Community Leader Norair Pahlavouni Passes Away

Norair Pahlavouni

Community leader, political activist, intellectual, writer, editor, and broadcaster Norair Pahlavouni, the third of his parents’ four children, was born in Samarkand, Turkestan on Jan. 27, 1924, where his father, Yeghishe Pahlavouni, had taken refuge to avoid the relentless persecutions of the notorious Soviet state security organization Cheka. Entrusting the safety of his wife Nvart and newly born child to his father-in-law, Ghukas Malentsian, a high-ranking officer in the ministry of agriculture of Turkestan ASSR, Yeghishe departed for northern Russia. After another turbulent year and separation, the young couple finally reunited in Tabriz, Iran, the “cultural citadel” of the Iranian-Armenian community in 1925, where they started a new life.

The young Norair received his early education in Tabriz in the Ghazaros Aghayan kindergarten under prominent educator Shushanik Khanazad, and his elementary and secondary education in the historical Aramian School. He received mentorship from a legion of eminent intellectuals and scholars, among them Andre Der Ohanian (Amurian), Haykak Kosoyan, and Yervand Hayrapetian. Norair’s education, like thousands in his generation, was cut short when all Armenian schools, clubs, institutions, and organizations, because of the rapprochement between the governments of Iran and Kemalist Turkey, were shut down. The role of his mother proved crucial and left a lasting impact on the young Norair.

Fate had destined the Pahlavounis to be on the move again for the next two decades, first to Rasht (1926-29) and then to Tabriz (the young couple was invited back to Tabriz by Archbishop Nerses Melik-Tangian, the illustrious prelate of the Armenian Diocese of Atrpatakan, where his mother taught Russian at the Temakan (parochial) School). In 1934, after the premature death of their daughter Seda, the couple moved to the historic city of Hamadan, and two years later in 1936 to Borujerd, where they served as teachers and principal in the local Armenian schools and institutions. After two years of service, the Pahlavounis moved to Tehran in 1938, where they settled permanently.

After graduating from the Sepehr School with distinction, Norair was accepted in the prestigious Alborz School-College. Concurrent to his studies, he immersed himself in the social and cultural life of the flourishing Armenian community in Tehran. Upon completion of his secondary education, he was preparing to leave for Beirut to attend the American University of Beirut (AUB) and was also accepted to Boston University’s department of humanitarian and social sciences, none of which were realized because of the exigencies of life.

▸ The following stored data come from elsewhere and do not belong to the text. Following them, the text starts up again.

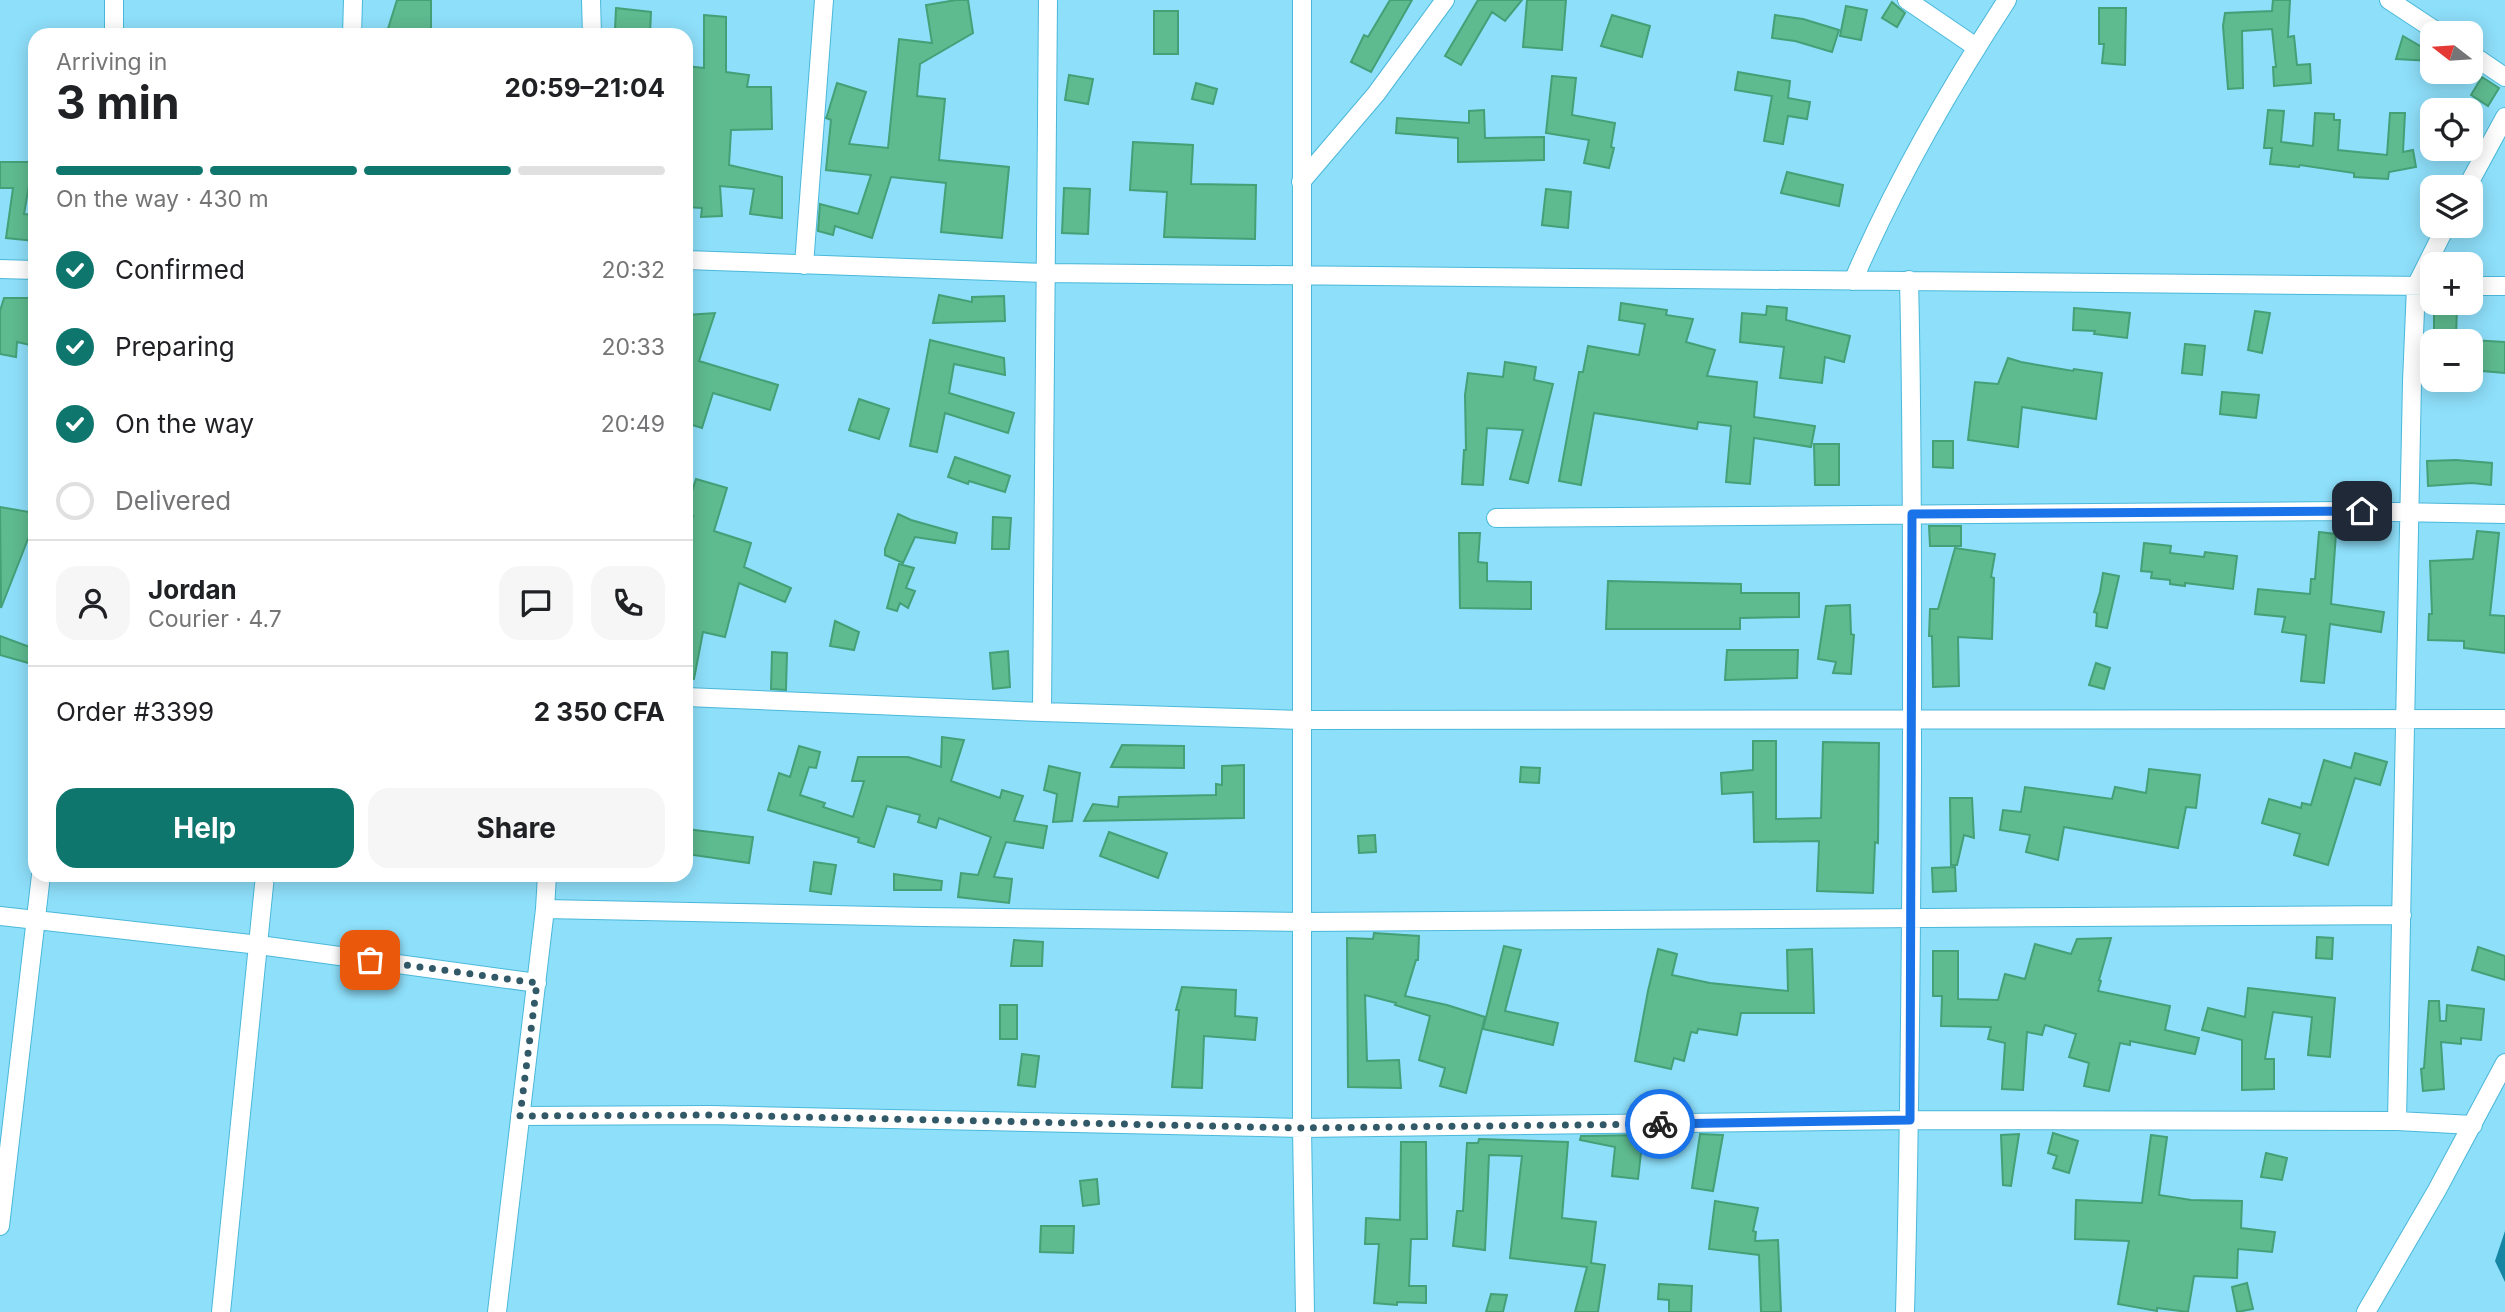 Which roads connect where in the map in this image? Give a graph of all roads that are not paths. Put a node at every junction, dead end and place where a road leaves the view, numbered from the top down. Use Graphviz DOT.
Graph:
graph roads {
  1 [pos="114,0"];
  2 [pos="353,0"];
  3 [pos="591,0"];
  4 [pos="824,0"];
  5 [pos="1048,0"];
  6 [pos="1301,0"];
  7 [pos="1445,0"];
  8 [pos="1907,0"];
  9 [pos="2007,0"];
  10 [pos="2389,0"];
  11 [pos="2421,21"];
  12 [pos="114,28"];
  13 [pos="352,28"];
  14 [pos="592,28"];
  15 [pos="1976,47"];
  16 [pos="2483,62"];
  17 [pos="2505,77"];
  18 [pos="2505,117"];
  19 [pos="2474,175"];
  20 [pos="1301,182"];
  21 [pos="693,260"];
  22 [pos="804,265"];
  23 [pos="0,269"];
  24 [pos="28,270"];
  25 [pos="1045,273"];
  26 [pos="1301,274"];
  27 [pos="1909,280"];
  28 [pos="1853,281"];
  29 [pos="2420,286"];
  30 [pos="2483,286"];
  31 [pos="2505,286"];
  32 [pos="2422,315"];
  33 [pos="2409,513"];
  34 [pos="1912,514"];
  35 [pos="2505,514"];
  36 [pos="1496,518"];
  37 [pos="693,697"];
  38 [pos="1042,712"];
  39 [pos="1912,718"];
  40 [pos="2405,719"];
  41 [pos="2505,719"];
  42 [pos="1301,720"];
  43 [pos="41,882"];
  44 [pos="264,882"];
  45 [pos="547,882"];
  46 [pos="545,909"];
  47 [pos="2402,915"];
  48 [pos="0,916"];
  49 [pos="1911,917"];
  50 [pos="38,919"];
  51 [pos="1303,922"];
  52 [pos="259,945"];
  53 [pos="537,983"];
  54 [pos="2505,1063"];
  55 [pos="520,1116"];
  56 [pos="1910,1120"];
  57 [pos="2397,1121"];
  58 [pos="2473,1125"];
  59 [pos="1301,1128"];
  60 [pos="0,1226"];
  61 [pos="221,1312"];
  62 [pos="497,1312"];
  63 [pos="1305,1312"];
  64 [pos="1905,1312"];
  65 [pos="2366,1312"];
  1 -- 12 [label="street"];
  2 -- 13 [label="street"];
  3 -- 14 [label="street"];
  4 -- 22 [label="street"];
  5 -- 25 [label="street"];
  6 -- 20 [label="street"];
  7 -- 20 [label="street"];
  8 -- 15 [label="street"];
  9 -- 15 [label="street"];
  10 -- 11 [label="street"];
  15 -- 28 [label="street"];
  16 -- 17 [label="street"];
  18 -- 19 [label="street"];
  20 -- 26 [label="street"];
  21 -- 22 [label="street"];
  22 -- 25 [label="street"];
  23 -- 24 [label="street"];
  25 -- 26 [label="street"];
  25 -- 38 [label="street"];
  26 -- 28 [label="street"];
  26 -- 42 [label="street"];
  27 -- 28 [label="street"];
  27 -- 29 [label="street"];
  27 -- 34 [label="street"];
  30 -- 31 [label="street"];
  32 -- 33 [label="street"];
  33 -- 34 [label="street"];
  33 -- 35 [label="street"];
  33 -- 40 [label="street"];
  34 -- 36 [label="street"];
  34 -- 39 [label="street"];
  37 -- 38 [label="street"];
  38 -- 42 [label="street"];
  39 -- 40 [label="street"];
  39 -- 42 [label="street"];
  39 -- 49 [label="street"];
  40 -- 41 [label="street"];
  40 -- 47 [label="street"];
  42 -- 51 [label="street"];
  43 -- 50 [label="street"];
  44 -- 52 [label="street"];
  45 -- 46 [label="street"];
  46 -- 51 [label="street"];
  46 -- 53 [label="street"];
  47 -- 49 [label="street"];
  47 -- 57 [label="street"];
  48 -- 50 [label="street"];
  49 -- 51 [label="street"];
  49 -- 56 [label="street"];
  50 -- 52 [label="street"];
  50 -- 60 [label="street"];
  51 -- 59 [label="street"];
  52 -- 53 [label="street"];
  52 -- 61 [label="street"];
  53 -- 55 [label="street"];
  54 -- 58 [label="street"];
  55 -- 59 [label="street"];
  55 -- 62 [label="street"];
  56 -- 57 [label="street"];
  56 -- 59 [label="street"];
  56 -- 64 [label="street"];
  57 -- 58 [label="street"];
  58 -- 65 [label="street"];
  59 -- 63 [label="street"];
}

He had to sacrifice his dreams for higher education and assume the responsibility of supporting his elderly parents and raise his family, exploring various employment opportunities and careers: UKCC transportation company, accountant in the Keoroghlian flour company in Ghazvin, Anglo-Iranian Bank, director of the Dariush Film company, and finally the National Iranian Oil Company (NIOC), where he served as accountant and auditor for 31 years, and in the NIOC’s foreign relations data and information analysis department, a position which he held until 1979.

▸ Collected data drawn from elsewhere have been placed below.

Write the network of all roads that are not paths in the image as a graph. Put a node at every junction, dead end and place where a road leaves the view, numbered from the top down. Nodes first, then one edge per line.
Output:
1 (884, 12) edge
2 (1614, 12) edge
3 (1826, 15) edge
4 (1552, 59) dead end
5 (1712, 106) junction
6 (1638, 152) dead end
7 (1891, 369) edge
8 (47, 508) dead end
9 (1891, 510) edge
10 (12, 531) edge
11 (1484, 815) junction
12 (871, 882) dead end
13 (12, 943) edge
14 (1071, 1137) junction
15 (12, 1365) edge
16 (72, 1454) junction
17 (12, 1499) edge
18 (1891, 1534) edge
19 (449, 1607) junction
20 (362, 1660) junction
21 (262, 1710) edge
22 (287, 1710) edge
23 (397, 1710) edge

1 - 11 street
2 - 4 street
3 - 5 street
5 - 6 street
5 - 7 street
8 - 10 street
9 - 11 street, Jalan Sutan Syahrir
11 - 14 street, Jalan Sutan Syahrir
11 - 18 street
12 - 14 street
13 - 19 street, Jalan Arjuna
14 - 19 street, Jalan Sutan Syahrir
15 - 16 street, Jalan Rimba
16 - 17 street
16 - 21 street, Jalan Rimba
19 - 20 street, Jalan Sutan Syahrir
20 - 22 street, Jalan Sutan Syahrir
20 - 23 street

On July 4, 1944, Norair, with a group of idealistic and dedicated friends, co-founded the “Ararat” Armenian Cultural Organization (AACA), an institution that after six decades continues to remain the heart and soul and the anchor of the Iranian-Armenian community to this day. He served on the Central Executive Board of AACA for several terms as a member, secretary, vice-president, and president. In the same decade he co-founded the Iranian-Armenian Writers Society. Over the years he assumed more and crucial responsibilities in the life of the Iranian-Armenian community as a member of the Armenian Diocesan Assembly for several terms, delegate of inter-diocesan consultative assemblies, delegate to the Cilician Catholicosate’s World Assembly (1963-1978), and twice co-chair of the Catholicosate’s Assembly in 1972 and 1977, respectively.

Norair Pahlavouni joined the ranks of the Armenian Revolutionary Federation (ARF) from his adolescent years, an organization to which he remained loyal and served with devotion and distinction to the end, assuming a number of sensitive and crucial positions. He was a member of the Armenian National Committee (ANC) and contributed to a number of publication projects in Armenian, Farsi, and English, in collaboration with his comrades-in-arm releasing, under the general title Armenology, approximately 14 booklets.

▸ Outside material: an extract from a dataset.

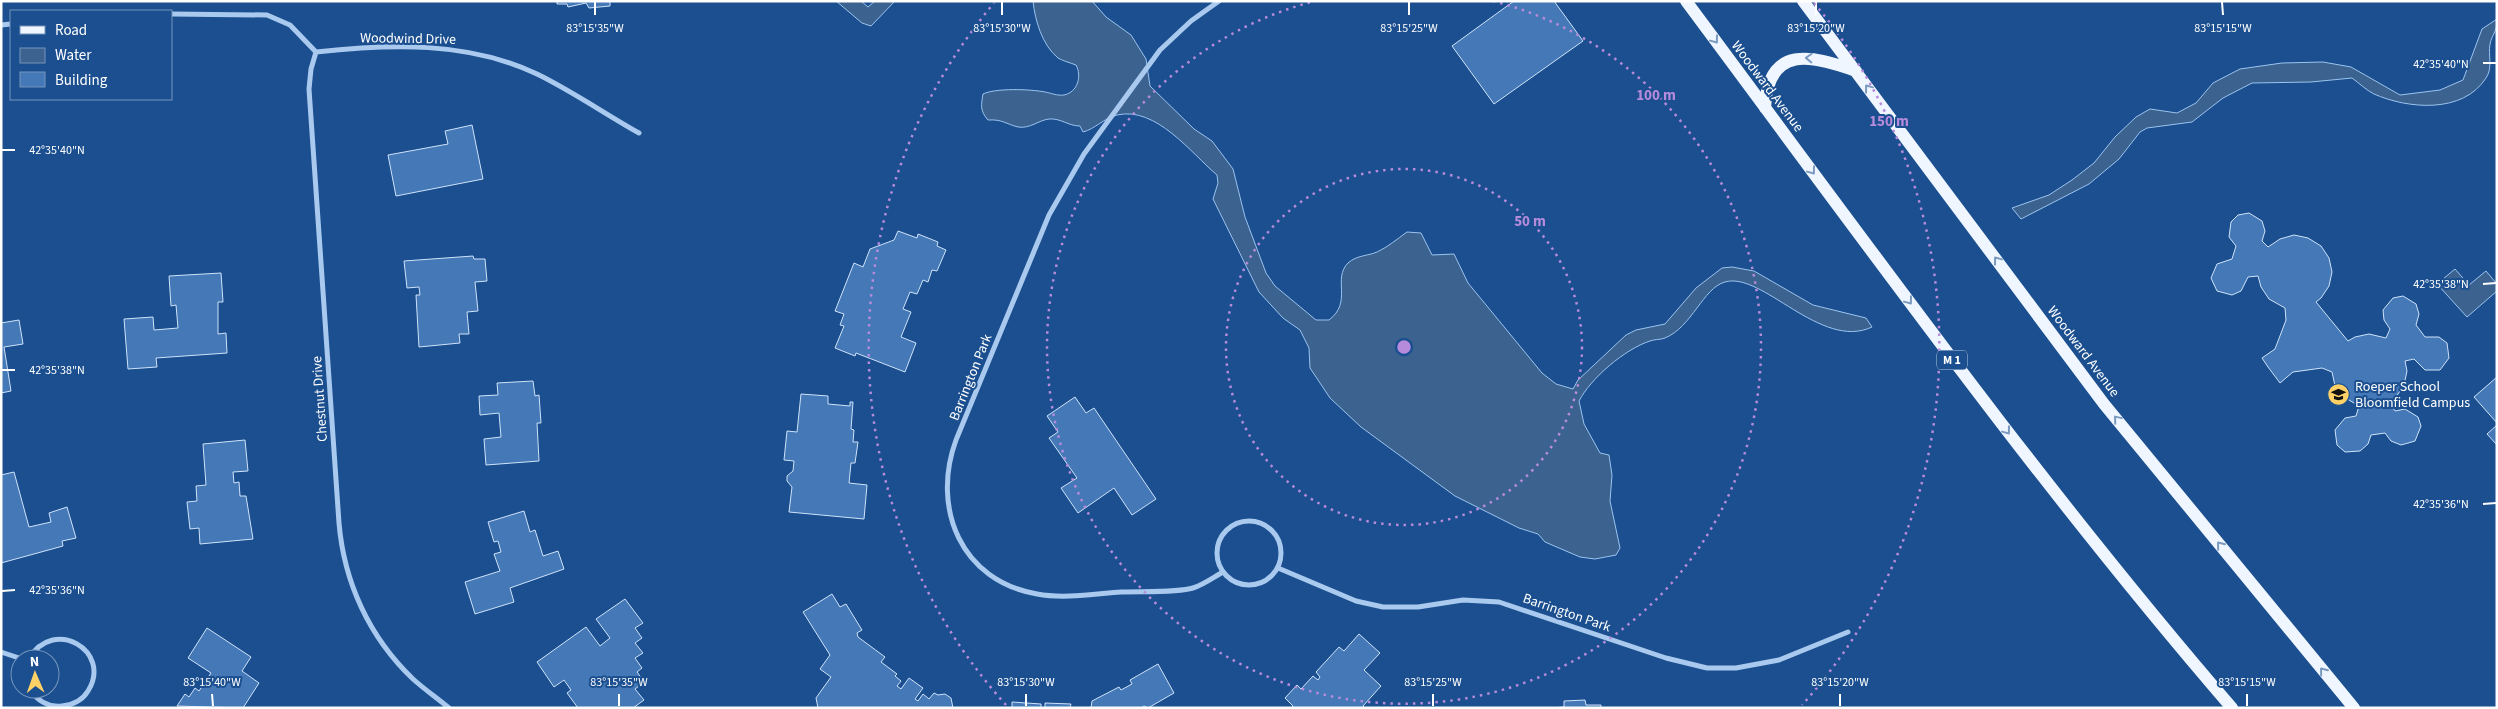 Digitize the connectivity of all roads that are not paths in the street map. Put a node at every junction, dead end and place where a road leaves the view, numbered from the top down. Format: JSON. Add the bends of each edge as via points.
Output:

In 1960, he established and served as the editor of Alik Monthly for three years until its publication ended in 1963. From 1976-78, he served as editor-in-chief of Alik Daily, the oldest continuing Armenian-language daily in Iran. In 1978, by the decision of the Tehran Armenian Diocesan Assembly and the ARF Central Committee, he was nominated and served as the coordinating secretary of the committee in charge of the celebrations of the coronation of Shah Mohammad Reza Pahlavi of Iran on the occasion of the 50th anniversary of the establishment of the Pahlavi Dynasty, as well as the celebrations of 2,500th anniversary of the founding of the Iranian monarchy. He received commendation for his exemplary leadership and
performance as the editor of Alik Daily with a special 50th anniversary medal.

In 1979, Norair moved with his family to the United States and settled in Boston, Mass. Shortly after, in 1979, with Jirair Gharibian, he co-founded the Armenian Independent Radio Hour of Boston, and concurrently, for a period of eight months in the same year, served as the executive director of the California-based Armenian Educational Foundation (AEF). In 1982, he was invited to join the editorial staff of the Voice of America, Armenian section, as editor and broadcaster, a position which he held until his retirement in 2003.

The pages of Alik and several Armenian periodicals are replete with Norair Pahlavouni’s editorials, articles, and essays, not to mention hundreds of pieces he edited and broadcast during his tenure in the Voice of America. He devoted his retirement years to a number of literary and academic projects, including collecting and editing essays, articles, translations, and recitations, among them: Banakhosut’iwnner, demk’er, iradardzut’iwnner (Keynote Speeches, Personages, Events), Yerevan, 2010; Khmbagrakanner, hoduatsner ew ugherdzner (Editorials, Articles, and Addresses), Yerevan, 2010; Yeghishe Pahlavouni: Hushamatean (Yeghishe Pahlavouni: Memorial Book), Yerevan, 2006; a two-CD set of recitations of selected works by Avetis Aharonian, including Ukhtavore (The Pilgrim), Hargank’ k’ez (Honor to Thee), Hayrenikd im nerir indz (O’ My Fatherland, Forgive Me), Ahazang (Alarm) Masis (Masis), and Stuernere ijnum en (The Shadows are Descending), Washington, D.C., 2006); Vahe Artsruni’s Hay-tachkakan paterazme, hay spayut’iwne, Shatakh (Armeno-Turkish War, The Armenian Officers Corps, Shatakh), Yerevan, 2002; and edited his mother’s translation of Oscar Wilde’s “Salome” (Yerevan, 2003).

Norair Pahlavouni is survived by his wife Lydia, daughter Seda, son Armen, daughter-in-law Silva, two grandchildren Alina and Alex, sister Roubina, and three nieces Alenoush, Shake, and Biayna and their families.